▸ Problem details:
Return the lines from the line containing "Quick job: Describe" through the last line of the material below, exactly as they appear and with no others.
═════ Records for this exercise ═════
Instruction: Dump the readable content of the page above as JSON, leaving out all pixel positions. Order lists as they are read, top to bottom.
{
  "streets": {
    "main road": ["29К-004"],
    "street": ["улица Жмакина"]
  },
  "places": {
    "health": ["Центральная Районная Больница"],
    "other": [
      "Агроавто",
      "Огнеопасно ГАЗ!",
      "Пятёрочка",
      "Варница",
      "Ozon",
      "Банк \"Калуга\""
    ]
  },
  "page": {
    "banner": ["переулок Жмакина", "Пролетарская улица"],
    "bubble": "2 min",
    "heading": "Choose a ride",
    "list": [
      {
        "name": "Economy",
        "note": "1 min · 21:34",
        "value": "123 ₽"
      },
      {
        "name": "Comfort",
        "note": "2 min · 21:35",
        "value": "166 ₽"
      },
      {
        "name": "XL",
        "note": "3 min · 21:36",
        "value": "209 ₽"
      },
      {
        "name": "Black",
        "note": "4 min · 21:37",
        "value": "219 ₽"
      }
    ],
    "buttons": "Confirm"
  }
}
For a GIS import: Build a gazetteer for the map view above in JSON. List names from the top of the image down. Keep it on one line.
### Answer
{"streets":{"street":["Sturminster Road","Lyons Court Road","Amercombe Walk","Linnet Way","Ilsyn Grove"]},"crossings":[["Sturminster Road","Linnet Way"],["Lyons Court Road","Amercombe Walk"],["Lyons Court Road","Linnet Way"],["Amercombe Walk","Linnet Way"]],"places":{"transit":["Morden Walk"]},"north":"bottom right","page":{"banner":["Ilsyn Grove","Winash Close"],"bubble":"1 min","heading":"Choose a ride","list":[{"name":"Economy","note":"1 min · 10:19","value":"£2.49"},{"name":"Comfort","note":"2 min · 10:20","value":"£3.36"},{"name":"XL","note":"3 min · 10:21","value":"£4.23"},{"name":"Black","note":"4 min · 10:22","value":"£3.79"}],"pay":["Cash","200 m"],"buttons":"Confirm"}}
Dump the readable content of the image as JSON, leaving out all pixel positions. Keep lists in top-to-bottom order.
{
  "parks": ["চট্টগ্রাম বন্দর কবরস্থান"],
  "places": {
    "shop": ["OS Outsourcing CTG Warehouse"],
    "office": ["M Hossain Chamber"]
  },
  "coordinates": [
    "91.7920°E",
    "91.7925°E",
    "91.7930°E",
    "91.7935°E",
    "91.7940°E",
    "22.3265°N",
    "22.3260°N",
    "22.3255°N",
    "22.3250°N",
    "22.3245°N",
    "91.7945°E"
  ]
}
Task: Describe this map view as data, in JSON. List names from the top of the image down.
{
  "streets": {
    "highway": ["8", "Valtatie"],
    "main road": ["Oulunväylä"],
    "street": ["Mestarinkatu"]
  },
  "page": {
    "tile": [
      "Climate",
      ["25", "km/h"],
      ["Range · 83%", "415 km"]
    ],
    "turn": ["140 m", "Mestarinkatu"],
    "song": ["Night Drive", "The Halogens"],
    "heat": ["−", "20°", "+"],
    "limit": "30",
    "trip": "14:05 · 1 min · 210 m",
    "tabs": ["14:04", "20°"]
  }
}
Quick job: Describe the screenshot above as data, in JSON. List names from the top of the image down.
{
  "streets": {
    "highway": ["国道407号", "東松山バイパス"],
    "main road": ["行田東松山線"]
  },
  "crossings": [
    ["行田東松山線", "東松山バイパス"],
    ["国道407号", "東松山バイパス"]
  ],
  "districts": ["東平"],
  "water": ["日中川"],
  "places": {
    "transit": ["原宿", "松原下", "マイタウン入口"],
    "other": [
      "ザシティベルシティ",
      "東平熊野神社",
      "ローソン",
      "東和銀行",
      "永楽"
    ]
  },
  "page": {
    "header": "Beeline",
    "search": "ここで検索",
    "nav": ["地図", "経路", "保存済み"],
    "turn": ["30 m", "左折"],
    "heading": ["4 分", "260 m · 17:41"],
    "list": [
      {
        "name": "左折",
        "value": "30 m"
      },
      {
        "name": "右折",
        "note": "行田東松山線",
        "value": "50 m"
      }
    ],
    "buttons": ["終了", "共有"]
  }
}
═════
▸ Task output:
Quick job: Describe the screenshot above as data, in JSON. List names from the top of the image down.
{
  "streets": {
    "highway": ["国道407号", "東松山バイパス"],
    "main road": ["行田東松山線"]
  },
  "crossings": [
    ["行田東松山線", "東松山バイパス"],
    ["国道407号", "東松山バイパス"]
  ],
  "districts": ["東平"],
  "water": ["日中川"],
  "places": {
    "transit": ["原宿", "松原下", "マイタウン入口"],
    "other": [
      "ザシティベルシティ",
      "東平熊野神社",
      "ローソン",
      "東和銀行",
      "永楽"
    ]
  },
  "page": {
    "header": "Beeline",
    "search": "ここで検索",
    "nav": ["地図", "経路", "保存済み"],
    "turn": ["30 m", "左折"],
    "heading": ["4 分", "260 m · 17:41"],
    "list": [
      {
        "name": "左折",
        "value": "30 m"
      },
      {
        "name": "右折",
        "note": "行田東松山線",
        "value": "50 m"
      }
    ],
    "buttons": ["終了", "共有"]
  }
}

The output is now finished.